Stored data
==================================================

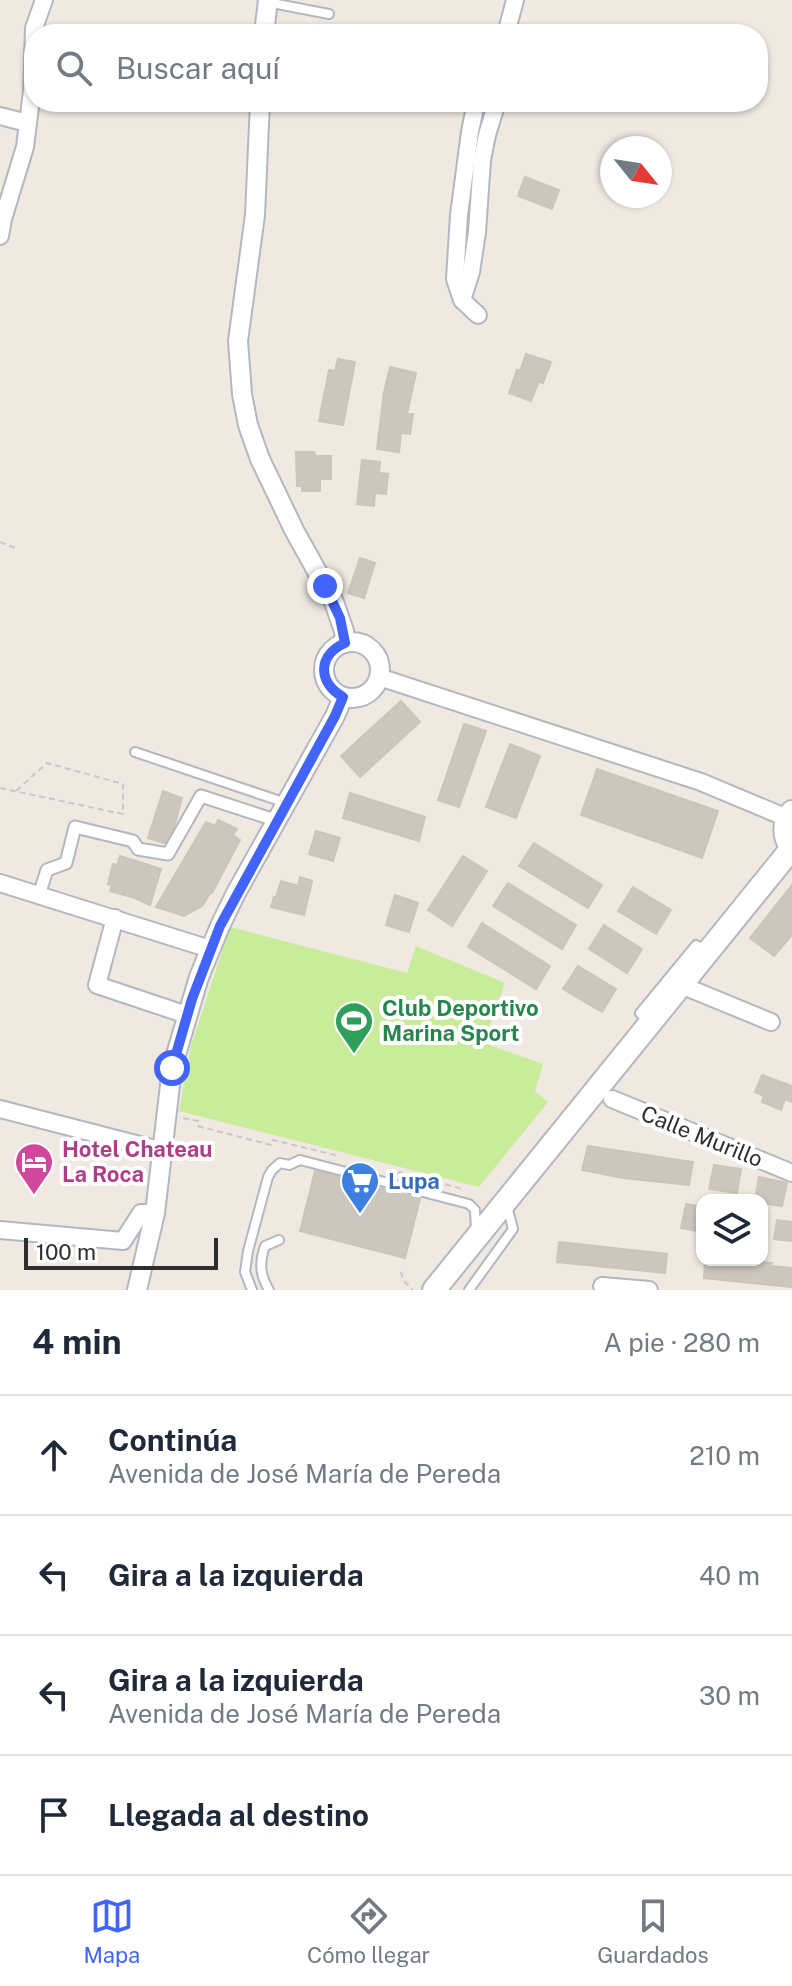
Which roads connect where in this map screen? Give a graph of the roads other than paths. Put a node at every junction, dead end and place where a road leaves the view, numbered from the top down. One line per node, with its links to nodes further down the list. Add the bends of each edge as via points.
1 (44, 0): 5 (street)
2 (515, 0): 7 (street)
3 (267, 1): 4 (lane); 6 (street)
4 (329, 14)
5 (35, 24)
6 (265, 24)
7 (509, 24)
8 (29, 112): 13 (street)
9 (260, 112): 17 (street, via 255,215 239,331 242,394 260,459 334,602)
10 (474, 112): 15 (street, via 456,251 455,279)
11 (494, 112): 15 (street, via 482,160 471,272)
12 (0, 116): 13 (street)
13 (27, 123): 14 (street)
14 (0, 236)
15 (462, 300): 16 (street)
16 (478, 315)
17 (345, 643): 18 (street, via 372,650); 19 (street, via 331,652 324,669 329,686)
18 (379, 677): 19 (street, via 361,697); 22 (street)
19 (343, 697): 21 (street)
20 (135, 752): 21 (lane)
21 (287, 803): 23 (street)
22 (790, 815): 24 (main road, via 785,834)
23 (278, 821): 26 (street, via 201,796 168,854 75,827 66,863 47,870); 28 (street)
24 (792, 848): 29 (main road)
25 (0, 883): 26 (street)
26 (39, 895): 27 (street)
27 (115, 918): 28 (street); 31 (street, via 97,985)
28 (210, 949): 31 (street)
29 (709, 951): 30 (main road); 33 (lane, via 696,945 640,1013)
30 (681, 985): 32 (street); 33 (main road)
31 (187, 1015): 36 (street, via 172,1068)
32 (771, 1022)
33 (650, 1024): 38 (main road)
34 (612, 1099): 37 (street, Calle Murillo)
35 (0, 1109): 36 (street)
36 (163, 1151): 39 (street)
37 (792, 1173)
38 (506, 1201): 42 (main road); 48 (lane, via 513,1229)
39 (155, 1213): 40 (street, via 141,1213 123,1241); 44 (street)
40 (0, 1230)
41 (279, 1240): 46 (lane, via 265,1246 261,1256 260,1271)
42 (476, 1240): 45 (lane, via 475,1210 469,1204 300,1160 280,1163 268,1177 248,1251 245,1272); 47 (main road)
43 (602, 1286): 49 (street)
44 (137, 1290)
45 (252, 1290)
46 (269, 1290)
47 (434, 1290)
48 (469, 1290)
49 (649, 1290)

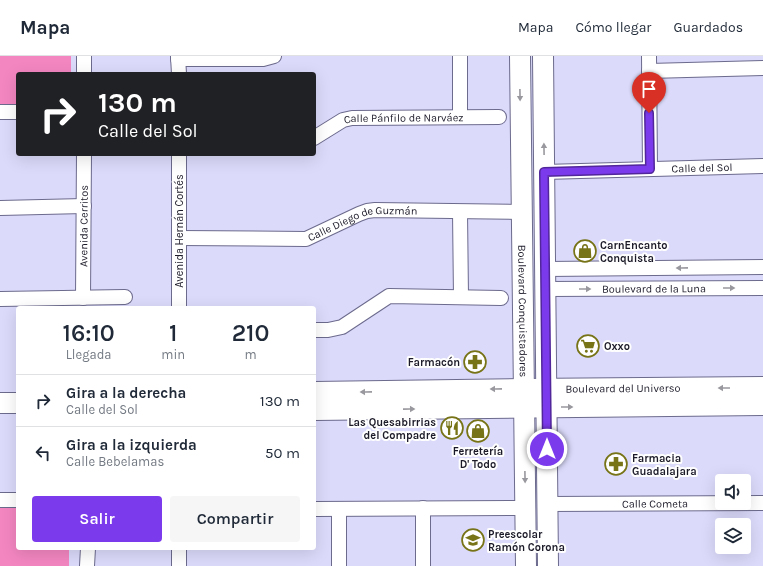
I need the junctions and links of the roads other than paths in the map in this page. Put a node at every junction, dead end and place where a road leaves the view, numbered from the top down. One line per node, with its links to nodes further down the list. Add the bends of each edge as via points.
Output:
1 (84, 56): 10 (street)
2 (274, 56): 7 (street, via 263,59)
3 (460, 56): 14 (street)
4 (520, 56): 25 (street, Boulevard Conquistadores, one-way to 25)
5 (542, 56): 21 (street, Boulevard Conquistadores, one-way to 5)
6 (649, 56): 9 (street)
7 (178, 58): 11 (street)
8 (763, 68): 9 (street)
9 (649, 71): 20 (street)
10 (84, 72)
11 (179, 72)
12 (0, 112): 13 (street)
13 (16, 112)
14 (460, 117): 15 (street, Calle Pánfilo de Narváez); 16 (street, Calle Pánfilo de Narváez, via 347,118)
15 (499, 117)
16 (316, 137)
17 (84, 156): 22 (street, Avenida Cerritos)
18 (180, 156): 26 (street, Avenida Hernán Cortés)
19 (763, 166): 20 (street, Calle del Sol)
20 (650, 169): 21 (street, Calle del Sol)
21 (544, 172): 29 (street, Boulevard Conquistadores)
22 (84, 206): 23 (street); 34 (street, Avenida Cerritos)
23 (0, 208)
24 (460, 212): 25 (street, Calle Diego de Guzmán); 26 (street, Calle Diego de Guzmán, via 366,211 306,239); 33 (street)
25 (522, 212): 42 (street, Boulevard Conquistadores)
26 (179, 238): 37 (street, Avenida Hernán Cortés)
27 (654, 268): 28 (street, Boulevard de la Luna, one-way to 27); 29 (street, Boulevard de la Luna); 30 (street)
28 (763, 268)
29 (546, 279): 30 (street, Boulevard de la Luna, one-way to 30); 43 (street, Boulevard Conquistadores)
30 (654, 288): 31 (street, Boulevard de la Luna, one-way to 31)
31 (763, 288)
32 (125, 297): 34 (street)
33 (461, 297): 35 (street); 38 (street, via 389,296 342,327)
34 (83, 298): 36 (street)
35 (501, 298)
36 (0, 299)
37 (179, 306)
38 (316, 330)
39 (763, 388): 41 (street, Boulevard del Universo, one-way to 41)
40 (316, 392): 42 (street, Boulevard del Universo, one-way to 40)
41 (695, 397): 43 (street, Boulevard del Universo); 46 (street, Boulevard del Universo)
42 (524, 398): 43 (street, Boulevard del Universo); 47 (street, Boulevard del Universo, one-way to 42); 53 (street, Boulevard Conquistadores, one-way to 53)
43 (547, 398): 51 (street, Boulevard Conquistadores)
44 (0, 403): 45 (street)
45 (16, 403)
46 (763, 405)
47 (316, 410)
48 (0, 500): 49 (street)
49 (16, 500)
50 (763, 503): 51 (street, Calle Cometa)
51 (547, 504): 63 (street, Boulevard Conquistadores)
52 (423, 508): 53 (street); 55 (street); 61 (street)
53 (525, 508): 62 (street, Boulevard Conquistadores)
54 (316, 509): 55 (street)
55 (339, 509): 60 (street)
56 (88, 550): 58 (street)
57 (179, 550): 59 (street)
58 (87, 566)
59 (179, 566)
60 (339, 566)
61 (423, 566)
62 (526, 566)
63 (548, 566)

==================================================

What is needed is an exact reprint of every entry, pictures excluded.

> **Worked solution**:
Which roads connect where in this map screen? Give a graph of the roads other than paths. Put a node at every junction, dead end and place where a road leaves the view, numbered from the top down. One line per node, with its links to nodes further down the list. Add the bends of each edge as via points.
1 (44, 0): 5 (street)
2 (515, 0): 7 (street)
3 (267, 1): 4 (lane); 6 (street)
4 (329, 14)
5 (35, 24)
6 (265, 24)
7 (509, 24)
8 (29, 112): 13 (street)
9 (260, 112): 17 (street, via 255,215 239,331 242,394 260,459 334,602)
10 (474, 112): 15 (street, via 456,251 455,279)
11 (494, 112): 15 (street, via 482,160 471,272)
12 (0, 116): 13 (street)
13 (27, 123): 14 (street)
14 (0, 236)
15 (462, 300): 16 (street)
16 (478, 315)
17 (345, 643): 18 (street, via 372,650); 19 (street, via 331,652 324,669 329,686)
18 (379, 677): 19 (street, via 361,697); 22 (street)
19 (343, 697): 21 (street)
20 (135, 752): 21 (lane)
21 (287, 803): 23 (street)
22 (790, 815): 24 (main road, via 785,834)
23 (278, 821): 26 (street, via 201,796 168,854 75,827 66,863 47,870); 28 (street)
24 (792, 848): 29 (main road)
25 (0, 883): 26 (street)
26 (39, 895): 27 (street)
27 (115, 918): 28 (street); 31 (street, via 97,985)
28 (210, 949): 31 (street)
29 (709, 951): 30 (main road); 33 (lane, via 696,945 640,1013)
30 (681, 985): 32 (street); 33 (main road)
31 (187, 1015): 36 (street, via 172,1068)
32 (771, 1022)
33 (650, 1024): 38 (main road)
34 (612, 1099): 37 (street, Calle Murillo)
35 (0, 1109): 36 (street)
36 (163, 1151): 39 (street)
37 (792, 1173)
38 (506, 1201): 42 (main road); 48 (lane, via 513,1229)
39 (155, 1213): 40 (street, via 141,1213 123,1241); 44 (street)
40 (0, 1230)
41 (279, 1240): 46 (lane, via 265,1246 261,1256 260,1271)
42 (476, 1240): 45 (lane, via 475,1210 469,1204 300,1160 280,1163 268,1177 248,1251 245,1272); 47 (main road)
43 (602, 1286): 49 (street)
44 (137, 1290)
45 (252, 1290)
46 (269, 1290)
47 (434, 1290)
48 (469, 1290)
49 (649, 1290)

I need the junctions and links of the roads other than paths in the map in this page. Put a node at every junction, dead end and place where a road leaves the view, numbered from the top down. One line per node, with its links to nodes further down the list. Add the bends of each edge as via points.
Output:
1 (84, 56): 10 (street)
2 (274, 56): 7 (street, via 263,59)
3 (460, 56): 14 (street)
4 (520, 56): 25 (street, Boulevard Conquistadores, one-way to 25)
5 (542, 56): 21 (street, Boulevard Conquistadores, one-way to 5)
6 (649, 56): 9 (street)
7 (178, 58): 11 (street)
8 (763, 68): 9 (street)
9 (649, 71): 20 (street)
10 (84, 72)
11 (179, 72)
12 (0, 112): 13 (street)
13 (16, 112)
14 (460, 117): 15 (street, Calle Pánfilo de Narváez); 16 (street, Calle Pánfilo de Narváez, via 347,118)
15 (499, 117)
16 (316, 137)
17 (84, 156): 22 (street, Avenida Cerritos)
18 (180, 156): 26 (street, Avenida Hernán Cortés)
19 (763, 166): 20 (street, Calle del Sol)
20 (650, 169): 21 (street, Calle del Sol)
21 (544, 172): 29 (street, Boulevard Conquistadores)
22 (84, 206): 23 (street); 34 (street, Avenida Cerritos)
23 (0, 208)
24 (460, 212): 25 (street, Calle Diego de Guzmán); 26 (street, Calle Diego de Guzmán, via 366,211 306,239); 33 (street)
25 (522, 212): 42 (street, Boulevard Conquistadores)
26 (179, 238): 37 (street, Avenida Hernán Cortés)
27 (654, 268): 28 (street, Boulevard de la Luna, one-way to 27); 29 (street, Boulevard de la Luna); 30 (street)
28 (763, 268)
29 (546, 279): 30 (street, Boulevard de la Luna, one-way to 30); 43 (street, Boulevard Conquistadores)
30 (654, 288): 31 (street, Boulevard de la Luna, one-way to 31)
31 (763, 288)
32 (125, 297): 34 (street)
33 (461, 297): 35 (street); 38 (street, via 389,296 342,327)
34 (83, 298): 36 (street)
35 (501, 298)
36 (0, 299)
37 (179, 306)
38 (316, 330)
39 (763, 388): 41 (street, Boulevard del Universo, one-way to 41)
40 (316, 392): 42 (street, Boulevard del Universo, one-way to 40)
41 (695, 397): 43 (street, Boulevard del Universo); 46 (street, Boulevard del Universo)
42 (524, 398): 43 (street, Boulevard del Universo); 47 (street, Boulevard del Universo, one-way to 42); 53 (street, Boulevard Conquistadores, one-way to 53)
43 (547, 398): 51 (street, Boulevard Conquistadores)
44 (0, 403): 45 (street)
45 (16, 403)
46 (763, 405)
47 (316, 410)
48 (0, 500): 49 (street)
49 (16, 500)
50 (763, 503): 51 (street, Calle Cometa)
51 (547, 504): 63 (street, Boulevard Conquistadores)
52 (423, 508): 53 (street); 55 (street); 61 (street)
53 (525, 508): 62 (street, Boulevard Conquistadores)
54 (316, 509): 55 (street)
55 (339, 509): 60 (street)
56 (88, 550): 58 (street)
57 (179, 550): 59 (street)
58 (87, 566)
59 (179, 566)
60 (339, 566)
61 (423, 566)
62 (526, 566)
63 (548, 566)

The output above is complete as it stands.